Despite availability of a burgeoning array of therapies for pulmonary arterial hypertension (PAH), including agents targeting the prostaglandin, endothelin, and nitric oxide pathways, long- term outcome remains of concern. Providers therefore seek to leverage every possible advantage in the battle to prolong the lives of these compelling patients. Historically that effort has included the use of warfarin, based upon the pathophysiologic concepts of the potential role of in situ thrombosis and/or superimposed thromboemboli in disease progression, and buttressed by early nonrandomized analyses of factors impacting patient outcome. Warfarin anticoagulation has been such a dogmatic component of the approach to PAH that the precarious evidence base upon which it rests may be underappreciated. In this issue of Circulation, an analysis from the Registry to Evaluate Early and Long-Term Disease Management in PAH (REVEAL) appears to have further eroded the rather wobbly legs of that base(1). The REVEAL registry is the largest PAH registry ever developed, and has been mined for an astonishing array of useful analyses including changing demographics of PAH, temporal trends of treatment and outcome, and development of prognostic tools.
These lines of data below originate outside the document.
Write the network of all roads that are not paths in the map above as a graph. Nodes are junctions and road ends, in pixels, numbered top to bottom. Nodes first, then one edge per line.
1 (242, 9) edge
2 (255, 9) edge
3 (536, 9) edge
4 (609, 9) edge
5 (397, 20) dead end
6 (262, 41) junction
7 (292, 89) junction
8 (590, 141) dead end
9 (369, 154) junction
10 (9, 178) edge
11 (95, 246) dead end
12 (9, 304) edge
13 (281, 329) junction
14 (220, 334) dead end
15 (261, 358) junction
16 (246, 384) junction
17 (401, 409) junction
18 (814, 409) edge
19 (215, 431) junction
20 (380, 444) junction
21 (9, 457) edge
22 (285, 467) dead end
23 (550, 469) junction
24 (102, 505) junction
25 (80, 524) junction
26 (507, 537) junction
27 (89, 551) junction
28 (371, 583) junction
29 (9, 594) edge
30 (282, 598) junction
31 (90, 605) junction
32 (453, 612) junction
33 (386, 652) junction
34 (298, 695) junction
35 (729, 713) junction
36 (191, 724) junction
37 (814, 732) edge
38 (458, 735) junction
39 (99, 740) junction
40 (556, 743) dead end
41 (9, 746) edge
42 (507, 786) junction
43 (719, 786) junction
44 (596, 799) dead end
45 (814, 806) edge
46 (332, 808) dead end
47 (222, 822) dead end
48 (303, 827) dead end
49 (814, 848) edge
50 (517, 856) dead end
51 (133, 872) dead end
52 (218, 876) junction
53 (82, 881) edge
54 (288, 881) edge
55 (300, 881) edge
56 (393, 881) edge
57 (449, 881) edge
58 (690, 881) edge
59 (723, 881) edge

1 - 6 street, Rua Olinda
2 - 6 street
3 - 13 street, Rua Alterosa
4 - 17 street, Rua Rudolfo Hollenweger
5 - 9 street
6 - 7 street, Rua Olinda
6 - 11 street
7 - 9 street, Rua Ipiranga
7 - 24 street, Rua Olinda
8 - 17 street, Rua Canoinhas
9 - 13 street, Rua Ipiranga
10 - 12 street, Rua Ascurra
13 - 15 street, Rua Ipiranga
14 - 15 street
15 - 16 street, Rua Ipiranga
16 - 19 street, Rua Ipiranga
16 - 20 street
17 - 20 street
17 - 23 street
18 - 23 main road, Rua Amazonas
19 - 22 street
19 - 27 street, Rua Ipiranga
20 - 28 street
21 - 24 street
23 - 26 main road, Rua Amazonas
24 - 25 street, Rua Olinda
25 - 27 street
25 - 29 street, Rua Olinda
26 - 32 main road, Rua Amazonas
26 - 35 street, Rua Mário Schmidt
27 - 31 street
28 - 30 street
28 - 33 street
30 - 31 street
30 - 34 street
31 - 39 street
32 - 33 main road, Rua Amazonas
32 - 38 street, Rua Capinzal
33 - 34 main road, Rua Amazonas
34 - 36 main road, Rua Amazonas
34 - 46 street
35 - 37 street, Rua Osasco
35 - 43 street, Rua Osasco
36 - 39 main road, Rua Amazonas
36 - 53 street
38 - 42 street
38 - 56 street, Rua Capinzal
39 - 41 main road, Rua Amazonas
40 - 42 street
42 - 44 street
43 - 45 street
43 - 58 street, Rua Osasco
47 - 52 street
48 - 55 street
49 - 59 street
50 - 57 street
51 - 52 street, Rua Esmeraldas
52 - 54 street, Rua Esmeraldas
This registry owes its success to a highly motivated, collaborative team, dedicated and sophisticated statistical support, and proper funding. However, registry based forays into analysis of the impact of specific treatment on outcome is of course fraught with well-known hazards. Statistical methods can to some extent correct for known confounders such as disease severity, but other confounders may be unknown or difficult to take into account (e.g., disease trajectory; patient compliance). Yet in the persisting absence of randomized trials of anticoagulation in PAH, registry based analyses remain the best available source of information in this regard.